Studio album by Herb Alpert and the Tijuana Brass
- Released: December 16, 1968
- Studio: Gold Star (Hollywood, California); A&M (Hollywood, California);
- Genre: Christmas; salsa;
- Length: 31:37
- Label: A&M
- Producer: Herb Alpert, Jerry Moss

Herb Alpert and the Tijuana Brass chronology
| The Beat of the Brass (1968) | Christmas Album (1968) | Warm (1969) |

Alternate cover
- Alternate album cover for 1981 re-release

= Christmas Album (Herb Alpert album) =

Christmas Album is a late-1968 album by Herb Alpert & the Tijuana Brass. It was the group's eleventh release. The LP edition of the album was issued twice. The original edition had the cover photography filling the front and back sides of the album jacket. For the reissue, the photos were reduced to half size and placed in the center of a white background. Although the Brass' albums were out of print for a good many years, the Christmas Album was released on CD in the 1980s (with the CD release sporting the altered cover artwork), with annual reappearances in record stores at Christmastime. The album was re-released again on CD by the Shout!Factory label in 2006 as were many of the other Tijuana Brass albums. The Shout!Factory release restored the original artwork to the front cover and featured the original back cover on the included CD booklet. Another CD re-release occurred on October 23, 2015 (Herb Alpert Presents label, remastered), this time restoring the original artwork to the front and back.

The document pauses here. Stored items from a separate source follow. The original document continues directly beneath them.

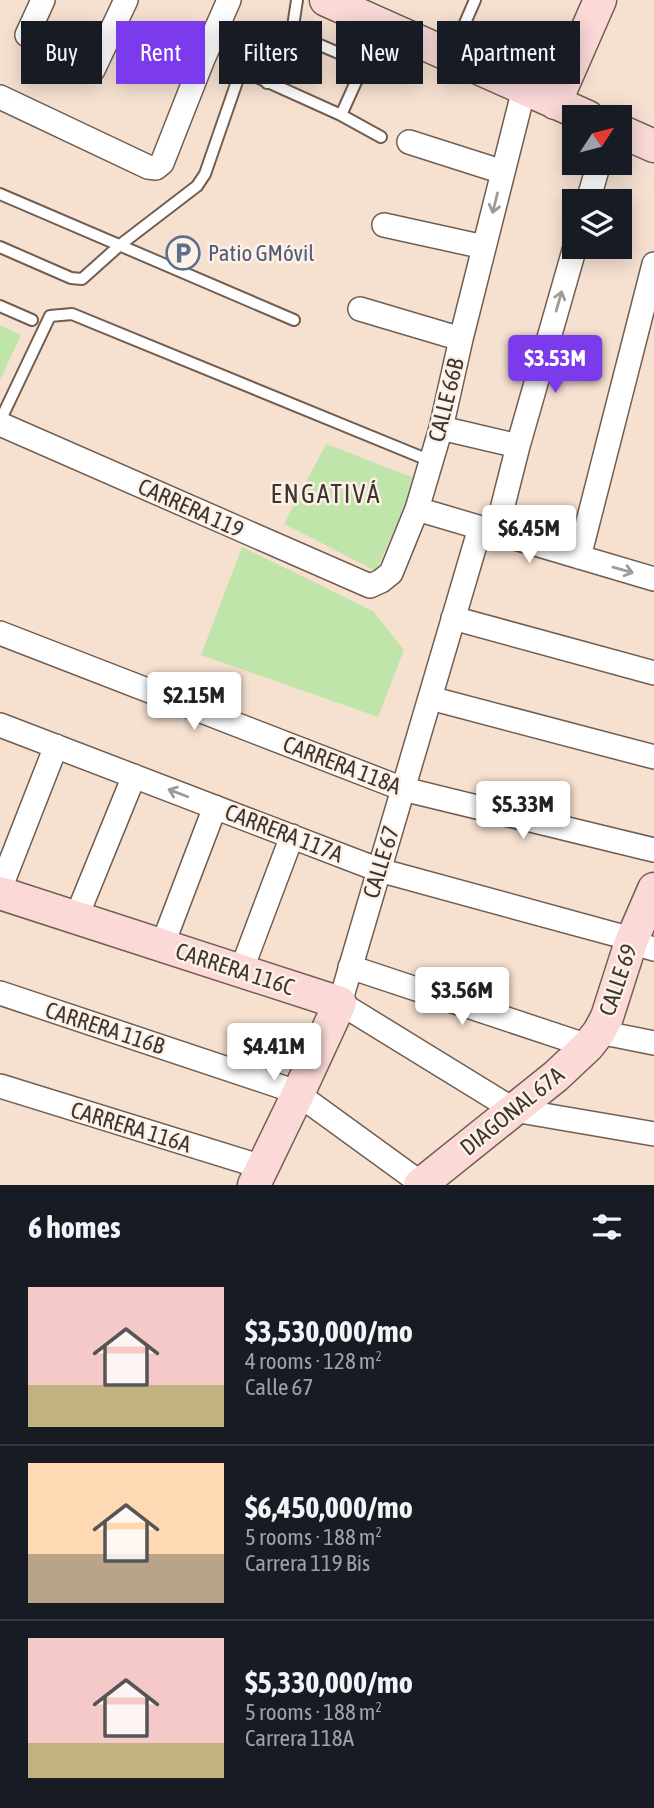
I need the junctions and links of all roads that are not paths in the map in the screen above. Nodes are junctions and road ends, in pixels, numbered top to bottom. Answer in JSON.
{"nodes":[{"id":1,"x":43,"y":0,"type":"edge"},
{"id":2,"x":125,"y":0,"type":"edge"},
{"id":3,"x":229,"y":0,"type":"edge"},
{"id":4,"x":297,"y":0,"type":"edge"},
{"id":5,"x":326,"y":0,"type":"edge"},
{"id":6,"x":475,"y":0,"type":"edge"},
{"id":7,"x":600,"y":0,"type":"edge"},
{"id":8,"x":33,"y":21,"type":"edge"},
{"id":9,"x":294,"y":21,"type":"edge"},
{"id":10,"x":372,"y":21,"type":"edge"},
{"id":11,"x":466,"y":21,"type":"edge"},
{"id":12,"x":102,"y":50,"type":"edge"},
{"id":13,"x":236,"y":84,"type":"edge"},
{"id":14,"x":269,"y":84,"type":"edge"},
{"id":15,"x":355,"y":84,"type":"edge"},
{"id":16,"x":513,"y":84,"type":"edge"},
{"id":17,"x":524,"y":89,"type":"junction"},
{"id":18,"x":0,"y":97,"type":"edge"},
{"id":19,"x":555,"y":103,"type":"junction"},
{"id":20,"x":562,"y":106,"type":"edge"},
{"id":21,"x":341,"y":115,"type":"junction"},
{"id":22,"x":632,"y":136,"type":"edge"},
{"id":23,"x":381,"y":137,"type":"dead end"},
{"id":24,"x":409,"y":142,"type":"dead end"},
{"id":25,"x":654,"y":146,"type":"edge"},
{"id":26,"x":503,"y":172,"type":"junction"},
{"id":27,"x":0,"y":194,"type":"edge"},
{"id":28,"x":384,"y":225,"type":"dead end"},
{"id":29,"x":120,"y":245,"type":"junction"},
{"id":30,"x":0,"y":247,"type":"edge"},
{"id":31,"x":484,"y":247,"type":"junction"},
{"id":32,"x":572,"y":259,"type":"edge"},
{"id":33,"x":654,"y":264,"type":"edge"},
{"id":34,"x":0,"y":306,"type":"edge"},
{"id":35,"x":360,"y":309,"type":"dead end"},
{"id":36,"x":32,"y":320,"type":"dead end"},
{"id":37,"x":294,"y":320,"type":"dead end"},
{"id":38,"x":461,"y":339,"type":"junction"},
{"id":39,"x":0,"y":423,"type":"edge"},
{"id":40,"x":441,"y":428,"type":"junction"},
{"id":41,"x":518,"y":446,"type":"junction"},
{"id":42,"x":421,"y":457,"type":"dead end"},
{"id":43,"x":417,"y":509,"type":"junction"},
{"id":44,"x":488,"y":530,"type":"junction"},
{"id":45,"x":579,"y":557,"type":"junction"},
{"id":46,"x":654,"y":579,"type":"edge"},
{"id":47,"x":381,"y":581,"type":"joint"},
{"id":48,"x":453,"y":618,"type":"junction"},
{"id":49,"x":0,"y":633,"type":"edge"},
{"id":50,"x":654,"y":673,"type":"edge"},
{"id":51,"x":430,"y":698,"type":"junction"},
{"id":52,"x":0,"y":725,"type":"edge"},
{"id":53,"x":55,"y":746,"type":"junction"},
{"id":54,"x":654,"y":757,"type":"edge"},
{"id":55,"x":134,"y":776,"type":"junction"},
{"id":56,"x":403,"y":789,"type":"junction"},
{"id":57,"x":215,"y":807,"type":"junction"},
{"id":58,"x":292,"y":836,"type":"junction"},
{"id":59,"x":654,"y":850,"type":"edge"},
{"id":60,"x":379,"y":870,"type":"junction"},
{"id":61,"x":654,"y":889,"type":"edge"},
{"id":62,"x":0,"y":891,"type":"edge"},
{"id":63,"x":76,"y":918,"type":"junction"},
{"id":64,"x":642,"y":945,"type":"edge"},
{"id":65,"x":162,"y":946,"type":"junction"},
{"id":66,"x":350,"y":967,"type":"junction"},
{"id":67,"x":241,"y":971,"type":"junction"},
{"id":68,"x":0,"y":993,"type":"edge"},
{"id":69,"x":340,"y":1003,"type":"junction"},
{"id":70,"x":593,"y":1039,"type":"junction"},
{"id":71,"x":654,"y":1043,"type":"edge"},
{"id":72,"x":0,"y":1086,"type":"edge"},
{"id":73,"x":298,"y":1094,"type":"junction"},
{"id":74,"x":514,"y":1110,"type":"junction"},
{"id":75,"x":654,"y":1134,"type":"edge"},
{"id":76,"x":258,"y":1176,"type":"edge"},
{"id":77,"x":423,"y":1185,"type":"edge"}],
"edges":[{"from":1,"to":8,"type":"street"},
{"from":2,"to":12,"type":"street"},
{"from":3,"to":18,"type":"street"},
{"from":4,"to":9,"type":"lane"},
{"from":5,"to":10,"type":"street"},
{"from":6,"to":11,"type":"lane"},
{"from":7,"to":19,"type":"street"},
{"from":13,"to":29,"type":"lane"},
{"from":14,"to":21,"type":"lane"},
{"from":15,"to":21,"type":"lane"},
{"from":16,"to":17,"type":"street"},
{"from":17,"to":19,"type":"street"},
{"from":17,"to":26,"type":"street","name":"CALLE 66B"},
{"from":19,"to":20,"type":"street"},
{"from":21,"to":23,"type":"lane"},
{"from":22,"to":25,"type":"street"},
{"from":24,"to":26,"type":"street"},
{"from":26,"to":31,"type":"street","name":"CALLE 66B","one_way":true},
{"from":27,"to":29,"type":"lane"},
{"from":28,"to":31,"type":"street"},
{"from":29,"to":30,"type":"lane"},
{"from":29,"to":37,"type":"lane"},
{"from":31,"to":38,"type":"street","name":"CALLE 66B"},
{"from":41,"to":32,"type":"street","name":"CALLE 67","one_way":true},
{"from":33,"to":45,"type":"street"},
{"from":34,"to":36,"type":"lane"},
{"from":35,"to":38,"type":"street"},
{"from":38,"to":40,"type":"street","name":"CALLE 66B"},
{"from":39,"to":42,"type":"lane"},
{"from":39,"to":47,"type":"street","name":"CARRERA 119"},
{"from":40,"to":41,"type":"street"},
{"from":40,"to":43,"type":"street","name":"CALLE 66B"},
{"from":41,"to":44,"type":"street","name":"CALLE 67"},
{"from":43,"to":44,"type":"street"},
{"from":43,"to":47,"type":"street","name":"CALLE 66B"},
{"from":44,"to":45,"type":"street"},
{"from":44,"to":48,"type":"street","name":"CALLE 67"},
{"from":45,"to":46,"type":"street","one_way":true},
{"from":48,"to":50,"type":"street"},
{"from":48,"to":51,"type":"street","name":"CALLE 67"},
{"from":49,"to":56,"type":"street","name":"CARRERA 118A"},
{"from":51,"to":54,"type":"street"},
{"from":51,"to":56,"type":"street","name":"CALLE 67"},
{"from":52,"to":53,"type":"street","name":"CARRERA 117A"},
{"from":53,"to":55,"type":"street","name":"CARRERA 117A"},
{"from":53,"to":62,"type":"street"},
{"from":57,"to":55,"type":"street","name":"CARRERA 117A","one_way":true},
{"from":55,"to":63,"type":"street"},
{"from":56,"to":59,"type":"street","name":"CARRERA 118A"},
{"from":56,"to":60,"type":"street","name":"CALLE 67"},
{"from":57,"to":58,"type":"street","name":"CARRERA 117A"},
{"from":57,"to":65,"type":"street"},
{"from":58,"to":60,"type":"street","name":"CARRERA 117A"},
{"from":58,"to":67,"type":"street"},
{"from":60,"to":64,"type":"street","name":"CARRERA 117A"},
{"from":60,"to":66,"type":"street","name":"CALLE 67"},
{"from":61,"to":64,"type":"street","name":"CALLE 69"},
{"from":62,"to":63,"type":"street","name":"CARRERA 116C"},
{"from":63,"to":65,"type":"street","name":"CARRERA 116C"},
{"from":64,"to":70,"type":"street","name":"CALLE 69"},
{"from":65,"to":67,"type":"street","name":"CARRERA 116C"},
{"from":66,"to":69,"type":"street","name":"CALLE 67"},
{"from":66,"to":70,"type":"street"},
{"from":67,"to":69,"type":"street","name":"CARRERA 116C"},
{"from":68,"to":73,"type":"street","name":"CARRERA 116B"},
{"from":69,"to":73,"type":"street","name":"CALLE 67"},
{"from":69,"to":74,"type":"street","name":"CARRERA 116C"},
{"from":70,"to":71,"type":"street"},
{"from":70,"to":74,"type":"street","name":"DIAGONAL 67A"},
{"from":72,"to":76,"type":"street","name":"CARRERA 116A"},
{"from":73,"to":76,"type":"street","name":"CALLE 67"},
{"from":73,"to":77,"type":"street","name":"CARRERA 116B"},
{"from":74,"to":75,"type":"street","name":"CARRERA 116C"},
{"from":74,"to":77,"type":"street","name":"DIAGONAL 67A"}]}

The album contains a mixture of popular Christmas-season music, mostly American secular standards. Exceptions include the Bach piece "Jesu, Joy of Man's Desiring," and a traditional Hispanic number, "Las Mañanitas." The latter song's arrangement, provided by marimbist Julius Wechter, is nearly identical to one used by Wechter's Baja Marimba Band several years earlier, on their 1965 album For Animals Only. The songs's title literally means "The Little Mornings"; the song is traditionally sung on the morning of one's birthday celebration, or the day of a religious figure such as a saint (or, in this case, Jesus).

The cover features the image of Alpert, who is Jewish, dressed as Santa Claus while playing his trumpet.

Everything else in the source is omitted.